There's a few really good realtors out there but most that I've met keep justifying why now is the time to buy (for 2 reasons: 1. So they can make a higher commission while the prices are still high. and 2. They have sales quotas they need to meet).

I also read that the Sarasota area was doing well in regard to home sales. I don't think it can sustain itself. We're going to see small regional spikes in demand, especially in the next few months of summer, but the overall outlook doesn't look promising if you're a realtor or home builder. That's why they want you to buy NOW.
 
Old 05-24-2007, 08:31 PM
 
3,269 posts, read 9,935,547 times
Reputation: 2025
Quote:
Originally Posted by nychiefsfan View Post

I also read that the Sarasota area was doing well in regard to home sales. I don't think it can sustain itself. We're going to see small regional spikes in demand, especially in the next few months of summer, but the overall outlook doesn't look promising if you're a realtor or home builder. That's why they want you to buy NOW.
I totally agree. I should add that I first contacted a realtor (a different one) a year ago and he told me then it was a great time to buy and he thought we had already hit bottom. Yeah ok whatever. I will be interested to see how the next few months play out in Sarasota in terms of YOY inventory and sales. I think this increase in sales is a spike that will not be sustained. As we say in NJ - even a dead cat bounces!
 
Old 05-24-2007, 11:48 PM
rxt
 
1 posts, read 2,776 times
Reputation: 11
It's interesting reading all of the articles about how much prices have dropped, because it's very misleading. In our city, the percentages are very different from one zipcode to another and even within our zipcode, there are substantial differences between subdivisions (some are more desirable and in more demand than others). Just in our subdivision, one house has dropped it's priced $150k and hasn't sold, while several other homes have only dropped their prices $10-$20k and have sold. People prefer one house style to another or one lot location vs another. The price of a house is based on supply and demand. Some houses will sell quicker and at a better price because they've been fixed up, in a better location, etc while other homes will need to be discounted if they're on a less desired lot or haven't been updated.
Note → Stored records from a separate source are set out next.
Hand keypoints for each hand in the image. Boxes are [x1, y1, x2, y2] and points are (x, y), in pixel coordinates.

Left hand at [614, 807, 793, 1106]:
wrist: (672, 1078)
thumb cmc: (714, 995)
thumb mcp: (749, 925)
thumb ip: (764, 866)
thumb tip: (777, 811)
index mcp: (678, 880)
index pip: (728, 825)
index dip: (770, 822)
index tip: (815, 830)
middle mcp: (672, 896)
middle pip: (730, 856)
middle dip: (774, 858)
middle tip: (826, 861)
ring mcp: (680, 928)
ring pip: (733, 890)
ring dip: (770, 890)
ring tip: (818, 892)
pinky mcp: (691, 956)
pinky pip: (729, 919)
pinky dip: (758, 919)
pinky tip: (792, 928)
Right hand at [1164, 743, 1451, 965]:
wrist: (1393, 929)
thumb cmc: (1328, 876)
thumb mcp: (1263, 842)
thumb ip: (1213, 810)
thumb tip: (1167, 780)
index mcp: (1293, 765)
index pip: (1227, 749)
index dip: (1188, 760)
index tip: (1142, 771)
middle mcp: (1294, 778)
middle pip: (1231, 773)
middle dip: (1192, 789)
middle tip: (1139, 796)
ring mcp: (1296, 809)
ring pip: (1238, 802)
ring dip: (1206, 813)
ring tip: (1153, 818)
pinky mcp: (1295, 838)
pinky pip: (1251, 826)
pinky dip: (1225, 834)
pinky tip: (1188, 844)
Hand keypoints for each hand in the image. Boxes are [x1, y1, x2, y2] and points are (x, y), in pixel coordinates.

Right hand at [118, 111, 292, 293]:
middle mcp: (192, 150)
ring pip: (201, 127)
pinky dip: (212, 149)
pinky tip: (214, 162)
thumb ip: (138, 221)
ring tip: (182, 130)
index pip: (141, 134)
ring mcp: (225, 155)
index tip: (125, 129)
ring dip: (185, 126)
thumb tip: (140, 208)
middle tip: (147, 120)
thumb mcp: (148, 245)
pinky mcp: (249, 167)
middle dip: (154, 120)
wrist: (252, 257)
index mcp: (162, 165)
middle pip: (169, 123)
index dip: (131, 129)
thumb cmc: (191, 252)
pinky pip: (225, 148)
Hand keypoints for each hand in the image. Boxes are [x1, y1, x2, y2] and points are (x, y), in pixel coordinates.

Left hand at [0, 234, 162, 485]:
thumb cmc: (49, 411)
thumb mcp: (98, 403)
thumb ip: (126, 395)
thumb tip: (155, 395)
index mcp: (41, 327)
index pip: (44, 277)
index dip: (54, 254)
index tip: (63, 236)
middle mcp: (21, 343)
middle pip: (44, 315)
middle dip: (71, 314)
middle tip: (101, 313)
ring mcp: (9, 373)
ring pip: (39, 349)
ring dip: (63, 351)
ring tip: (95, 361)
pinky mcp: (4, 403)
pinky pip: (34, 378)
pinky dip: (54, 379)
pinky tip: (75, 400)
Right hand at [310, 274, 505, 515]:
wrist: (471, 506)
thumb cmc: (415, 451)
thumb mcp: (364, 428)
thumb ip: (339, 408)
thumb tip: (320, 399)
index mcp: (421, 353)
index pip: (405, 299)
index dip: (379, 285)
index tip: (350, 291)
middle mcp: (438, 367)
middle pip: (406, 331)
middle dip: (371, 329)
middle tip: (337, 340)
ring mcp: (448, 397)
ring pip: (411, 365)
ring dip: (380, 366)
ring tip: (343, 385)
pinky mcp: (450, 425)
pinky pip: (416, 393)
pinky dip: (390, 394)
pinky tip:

I read how people say they're not going to buy a home unless the market drops 25 or 50%. That's great, but what happens if the market only drops 15% and then rebounds... are you going to rent for the rest of your life? Or what happens if home prices do drop 25%, but interest rates spike to 9 or 10%? You now might not be able to qualify for that home. I'm not a realtor, but I think people need to look at the big picture. Nobody can accurately predict long term what is going to happen with home prices, interest rates, etc. If you can find your dream home now for a good NEGOTIATED price and lock in at around a 6% 30 yr fixed rate mortgage and you can afford your monthly mortgage payments.... why gamble on your housing future..... unless you like living in an apartment and not having any tax deductions.